Gwyn Roberts

11/08/2010 Author: Gwyn Roberts

Editor's view: 12 August 2010

Is the Ucits-dream over? Probably not, but one does sense that a year of hubris could be halted in its tracks after a disappointing July and new Lyxor research flagging up the performance drag of these structures.

Still, a rational assessment of the merits and limits of Newcits is very different from a death knell. And, as HFMWeek pointed out a few weeks ago, most investors have entered the Ucits space with their eyes open and accept that, in many respects, they are not true hedge funds. It’s less about the promise of alpha and more about liquidity and transparency.  

The majority of managers have been equally responsible. Brevan Howard – which has retreated back to the drawing board with its Ucits range – was always very clear that these products were not pale imitations of its offshore funds, but absolute return vehicles.

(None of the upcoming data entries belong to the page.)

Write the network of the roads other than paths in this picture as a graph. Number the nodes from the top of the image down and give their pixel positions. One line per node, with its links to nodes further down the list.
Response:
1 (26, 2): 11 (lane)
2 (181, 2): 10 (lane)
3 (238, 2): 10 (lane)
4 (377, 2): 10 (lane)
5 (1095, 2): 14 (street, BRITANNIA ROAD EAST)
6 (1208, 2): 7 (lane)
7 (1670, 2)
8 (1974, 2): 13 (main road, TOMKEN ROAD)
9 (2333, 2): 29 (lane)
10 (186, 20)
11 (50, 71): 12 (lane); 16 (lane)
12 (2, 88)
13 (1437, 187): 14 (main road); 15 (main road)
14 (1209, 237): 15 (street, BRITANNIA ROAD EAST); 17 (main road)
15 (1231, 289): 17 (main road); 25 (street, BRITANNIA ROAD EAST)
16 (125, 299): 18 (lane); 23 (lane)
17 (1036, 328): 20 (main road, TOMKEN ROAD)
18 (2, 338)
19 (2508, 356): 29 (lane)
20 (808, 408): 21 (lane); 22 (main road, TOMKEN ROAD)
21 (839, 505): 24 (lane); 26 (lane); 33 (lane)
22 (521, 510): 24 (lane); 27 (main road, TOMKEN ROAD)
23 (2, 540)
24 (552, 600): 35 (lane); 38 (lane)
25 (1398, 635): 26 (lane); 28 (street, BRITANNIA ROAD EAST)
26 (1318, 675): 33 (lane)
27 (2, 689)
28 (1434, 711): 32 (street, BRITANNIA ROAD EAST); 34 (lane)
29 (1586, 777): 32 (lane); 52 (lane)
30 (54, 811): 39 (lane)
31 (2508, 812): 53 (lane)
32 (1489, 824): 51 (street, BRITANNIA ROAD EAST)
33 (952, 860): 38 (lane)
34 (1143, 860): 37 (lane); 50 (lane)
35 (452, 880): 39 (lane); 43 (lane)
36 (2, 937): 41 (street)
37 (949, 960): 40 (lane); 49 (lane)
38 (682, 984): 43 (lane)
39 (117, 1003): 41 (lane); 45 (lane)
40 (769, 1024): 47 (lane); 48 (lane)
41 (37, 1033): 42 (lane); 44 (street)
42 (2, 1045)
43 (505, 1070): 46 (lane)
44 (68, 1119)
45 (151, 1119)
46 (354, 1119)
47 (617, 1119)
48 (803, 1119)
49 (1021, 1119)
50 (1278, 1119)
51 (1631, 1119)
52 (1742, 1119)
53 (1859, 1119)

It’s also safe to assume that most investors are not blinded by the hedge fund brands launching Ucits. They are not investing in anticipation of hedge fund-like performance, but rather because they represent an important part of a balanced portfolio. Hedge fund behaviour has shifted considerably since the crisis, yet not all are able to offer daily liquidity or absolute transparency. Ucits can.

In a market where equities are uncertain, it’s also unfair to compare a weighted hedge fund index with a Ucits index. Most Ucits strategies remain equity based, while, for example, HFR’s own global index is considerably more multi-faceted. It’s actually probably fairer to compare Ucits performance with the host of equity hedge indices. A cross-check that would provide a more equal set of results.

The rapid proliferation of hedge fund-style Ucits is still a cause for concern; too many managers are crowbarring unsuitable strategies into EU wrappers, and naïve firms are a little too convinced that opening a Ucits will catapult them into the realms of Man and GLG. However, as long as the differences between Newcits and hedge funds are explained to investors, performance drag shouldn’t necessarily be one of these worries.